RECORDED DATA ▸
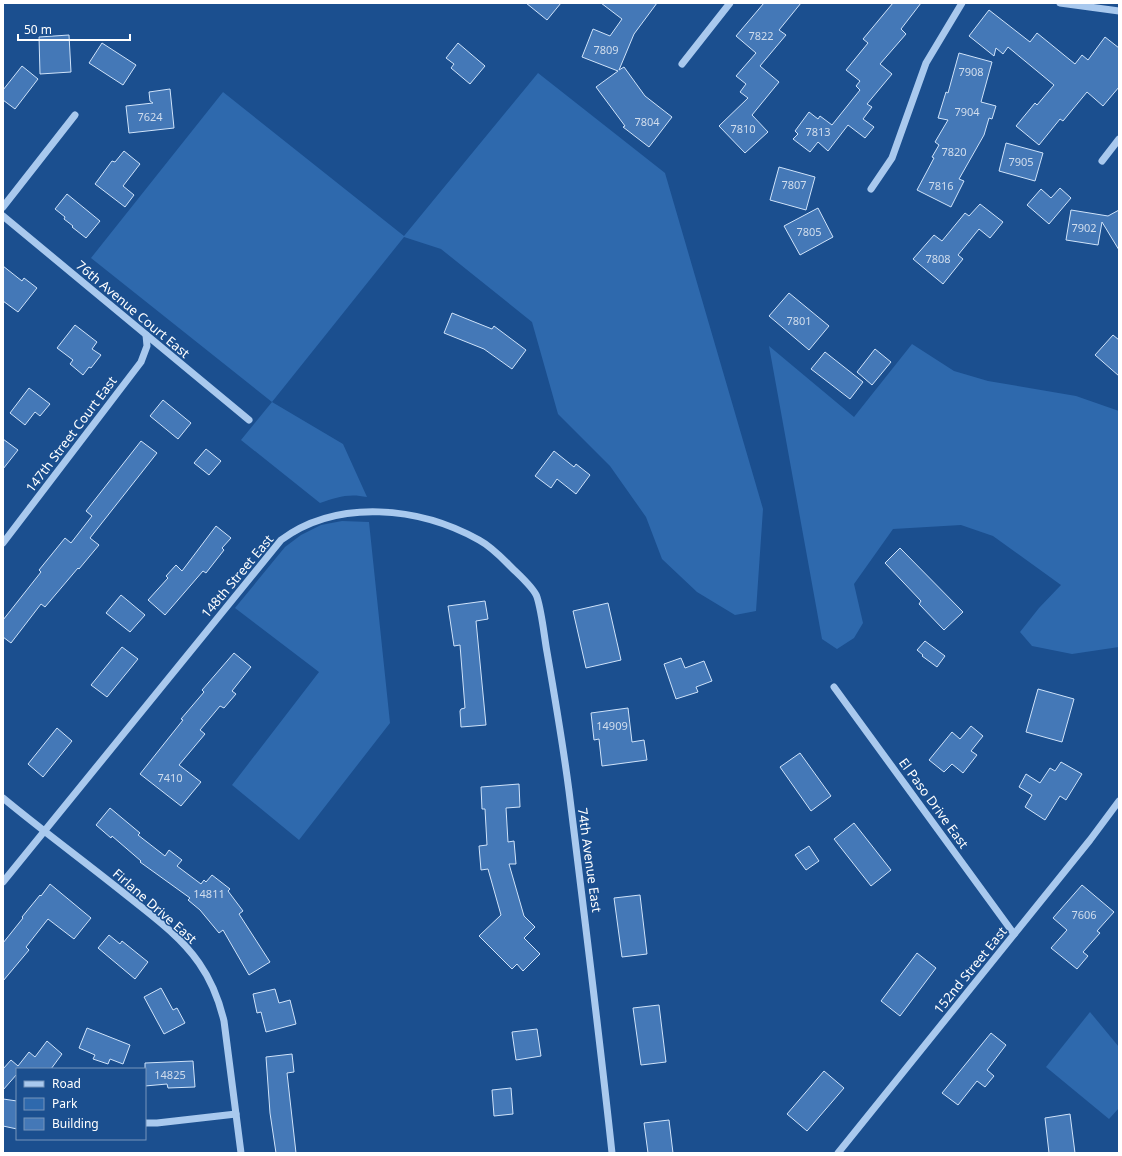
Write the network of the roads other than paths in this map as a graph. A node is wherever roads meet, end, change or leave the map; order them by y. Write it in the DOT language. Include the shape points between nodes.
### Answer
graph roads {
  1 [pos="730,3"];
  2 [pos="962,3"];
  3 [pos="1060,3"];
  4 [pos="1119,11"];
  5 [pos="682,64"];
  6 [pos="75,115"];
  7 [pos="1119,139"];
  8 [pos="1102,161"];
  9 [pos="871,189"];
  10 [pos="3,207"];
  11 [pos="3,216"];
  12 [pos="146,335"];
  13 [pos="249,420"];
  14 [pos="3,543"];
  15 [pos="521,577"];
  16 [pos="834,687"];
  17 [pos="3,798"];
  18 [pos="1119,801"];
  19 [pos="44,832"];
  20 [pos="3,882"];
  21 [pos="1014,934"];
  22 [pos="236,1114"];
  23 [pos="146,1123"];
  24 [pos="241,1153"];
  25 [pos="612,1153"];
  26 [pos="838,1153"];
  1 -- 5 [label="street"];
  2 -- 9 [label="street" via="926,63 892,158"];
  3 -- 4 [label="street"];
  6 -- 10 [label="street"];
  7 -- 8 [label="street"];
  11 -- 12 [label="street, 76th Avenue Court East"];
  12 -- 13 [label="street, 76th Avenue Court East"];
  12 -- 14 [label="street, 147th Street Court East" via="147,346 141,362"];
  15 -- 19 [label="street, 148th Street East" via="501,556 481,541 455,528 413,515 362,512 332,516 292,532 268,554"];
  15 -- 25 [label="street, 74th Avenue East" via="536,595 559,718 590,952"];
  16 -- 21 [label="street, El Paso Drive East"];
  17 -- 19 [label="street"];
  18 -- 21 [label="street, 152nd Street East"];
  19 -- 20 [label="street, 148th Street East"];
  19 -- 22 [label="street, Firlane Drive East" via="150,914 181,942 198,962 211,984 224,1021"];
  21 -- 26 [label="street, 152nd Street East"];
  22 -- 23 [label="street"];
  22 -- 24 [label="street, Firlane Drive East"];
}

YOUR INSTRUCTIONS ▸
Each line of the data that includes "Firlane" counts once; say how many there are, giving nothing but the number.

FINISHED TASK ▸
2